- Su-6(S2A) second prototype, two-seater with M-71 engine

General information
- Type: Ground-attack aircraft
- National origin: Soviet Union
- Manufacturer: Sukhoi
- Status: Prototype
- Primary user: Soviet Air Forces
- Number built: 3

History
- First flight: 1 March 1941

= Sukhoi Su-6 =

1941 Soviet attack aircraft

The Sukhoi Su-6 was a Soviet ground-attack aircraft developed during World War II. The mixed-power (rocket and piston engines) high-altitude interceptor Su-7 was based on the single-seat Su-6 prototype.

==Design and development==
Development of the Su-6 began in 1939, when the Sukhoi design bureau began work on a single-seat armoured ground-attack aircraft. An order for two prototypes was placed on 4 March 1940, and on 1 March 1941 flight testing of the first prototype was begun by test pilot A.I. Kokin.

The flight tests indicated that the Su-6 was superior to the Ilyushin Il-2 in nearly all performance categories, however its engine exceeded its age limit before testing could be completed, and no further Shvetsov M-71 engines were available.

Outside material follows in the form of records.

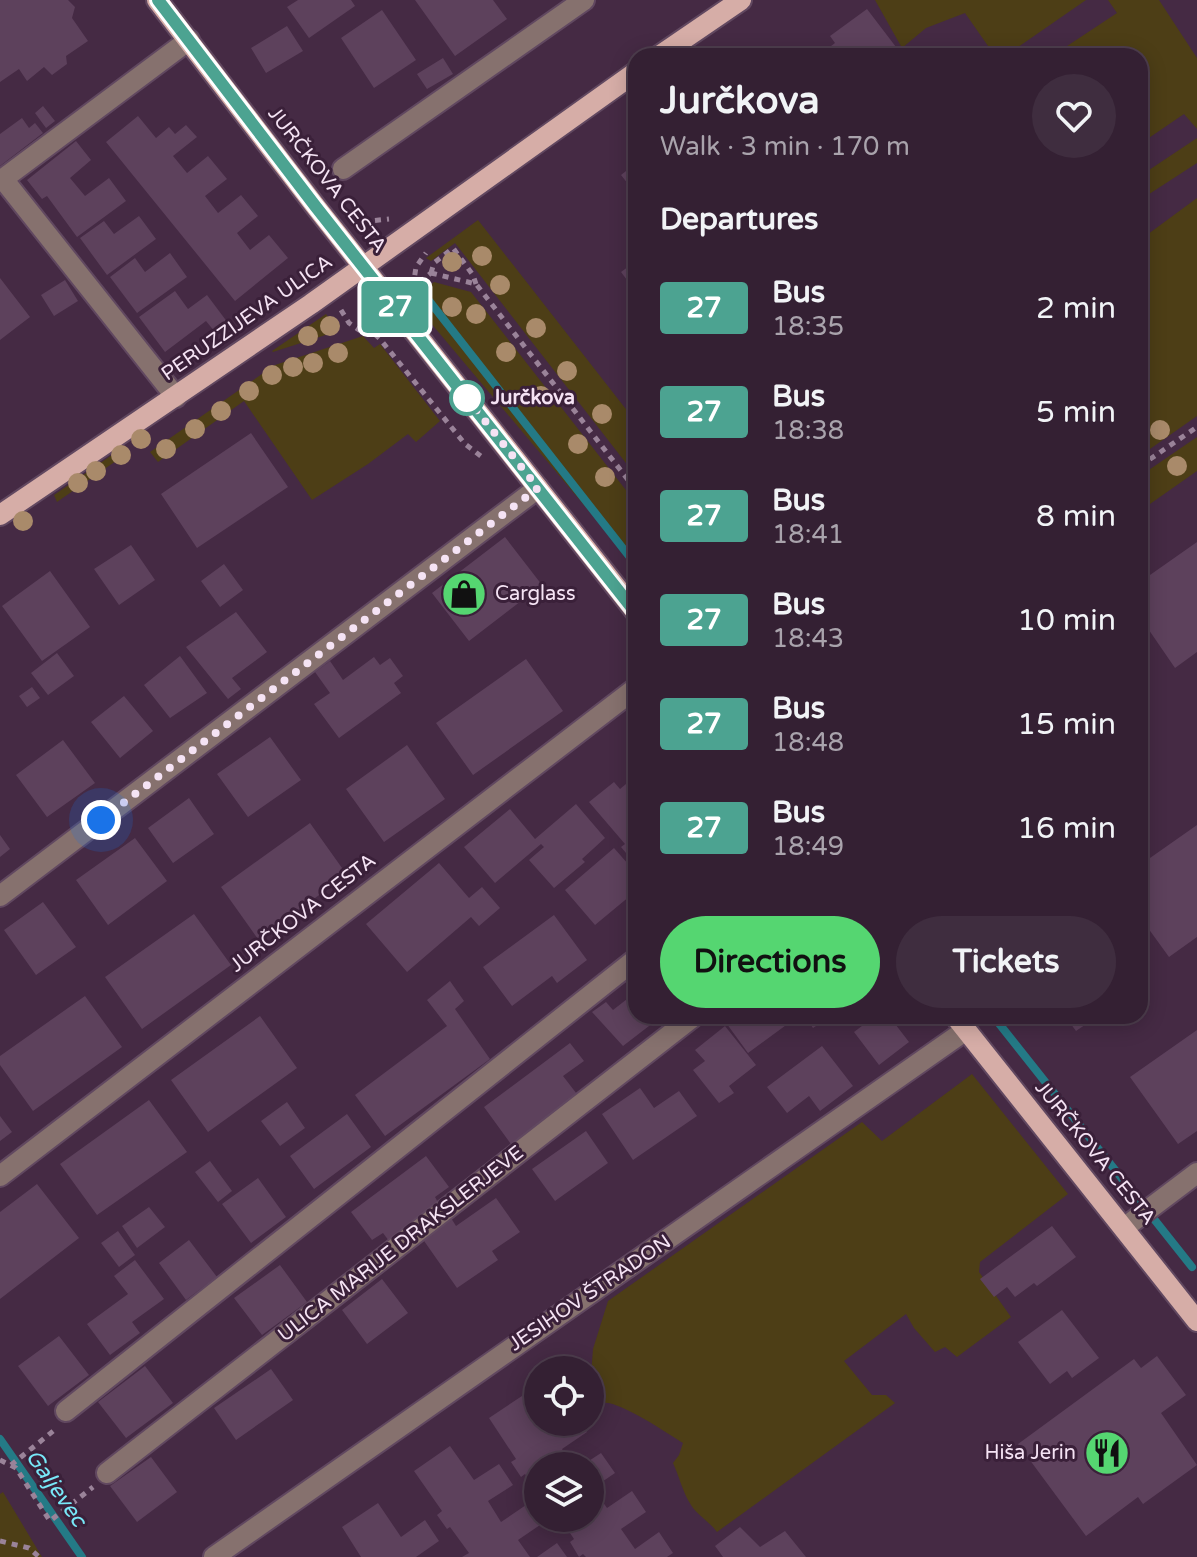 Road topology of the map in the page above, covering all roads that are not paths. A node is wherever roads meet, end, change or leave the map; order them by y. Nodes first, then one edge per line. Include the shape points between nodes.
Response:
1 (584, 0) edge
2 (733, 2) edge
3 (166, 3) edge
4 (189, 40) junction
5 (670, 48) edge
6 (628, 78) edge
7 (343, 169) dead end
8 (363, 266) junction
9 (176, 397) junction
10 (538, 488) junction
11 (0, 515) edge
12 (628, 602) edge
13 (628, 694) edge
14 (0, 896) edge
15 (628, 965) edge
16 (684, 1024) edge
17 (960, 1024) edge
18 (962, 1024) edge
19 (1197, 1173) edge
20 (0, 1176) edge
21 (1132, 1222) junction
22 (1197, 1321) edge
23 (66, 1411) road end
24 (107, 1473) road end
25 (214, 1557) edge

1 - 7 street, JURČKOVA CESTA
2 - 5 main road
3 - 4 main road, JURČKOVA CESTA
4 - 8 main road, JURČKOVA CESTA
4 - 9 street via 3,179
6 - 8 main road, PERUZZIJEVA ULICA
8 - 9 main road, PERUZZIJEVA ULICA
8 - 10 main road, JURČKOVA CESTA
9 - 11 main road, PERUZZIJEVA ULICA
10 - 12 main road, JURČKOVA CESTA
10 - 14 street
13 - 20 street, JURČKOVA CESTA
15 - 23 street
16 - 24 street, ULICA MARIJE DRAKSLERJEVE
17 - 25 street, JESIHOV ŠTRADON
18 - 21 main road, JURČKOVA CESTA
19 - 21 street
21 - 22 main road, JURČKOVA CESTA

The second prototype flew only in January 1942 because the OKB had to be evacuated after the start of the Great Patriotic War. It was armed with two 23 mm cannon, four machine guns and ten rails for aerial rockets. Test results were very favorable, and the AFRA Scientific Research Institute recommended the acquisition of a small production batch for testing under front-line conditions. A draft resolution for the production of 25 aircraft was prepared, however unfortunately for Sukhoi, it was never officially issued.

Meanwhile, combat experience with single-seat Il-2s demonstrated the need for a rear gunner. The third prototype was therefore designed with the second crewman at the expense of bomb load (decreased from 400 kg/881 lb to 200 kg/440 lb), and was fitted with a more powerful M-71F engine. Official tests revealed that the two-seat Su-6 had a 100 km/h (54 kn, 62 mph) greater top speed than the Il-2, although with a considerably smaller payload. When the troublesome M-71 was canceled, Sukhoi was directed to utilize the liquid-cooled Mikulin AM-42 engine. When flight tests began on 22 February 1944, the re-engined Su-6 proved inferior to the Ilyushin Il-10 using the same engine thanks to the additional 250 kg (551 lb) of armor required to protect the liquid-cooled engine and the lower power output of the AM-42 compared with M-71F.

Although the Su-6 never entered production, in 1943 Pavel Sukhoi was awarded the Stalin Prize of the 1st Degree for the development of the aircraft.

===Su-7===

As an experiment, the basic single-seat Su-6 design was converted into a mixed-power high-altitude interceptor named Su-7 (the name was reused in the 1950s for a supersonic fighter-bomber). The armor was removed and the fuselage was of all-metal construction. Power came from a Shvetsov ASh-82FN piston engine with two TK-3 turbochargers in the nose and a Glushko RD-1-KhZ rocket engine in the tail. The piston engine produced 1,380 kW (1,850 hp), while the rocket engine utilized kerosene and nitric acid for fuel and generated 2.9 kN (600 lbf) of thrust for up to 4 minutes. Armament consisted of three 20 mm ShVAK cannon with 370 rounds of ammunition. The sole Su-7 was completed in 1944. Test flights demonstrated a top speed of 510 km/h (275 kn, 315 mph) at 12,000 m (39,370 ft) without the rocket motor, and 705 km/h (380 kn, 440 mph) with the rocket. In 1945, the rocket motor exploded during flight testing, killing the pilot and destroying the aircraft.

==Variants==
- A
 The initial design for the Su-6.
- S
The second prototype with various modifications.
- SA (modified)
The SA with 2 x OKB-16 37 mm Cannon and 2x 7.62 mm ShKAS machine guns.
- S2A
The Su-6 fitted with a second cockpit with a rear-firing 12.7 mm Berezin UBT machine gun. Testing revealed better performance and armour than the Il-2, but despite recommendations, production was not carried out due to the M-71 engine not entering production.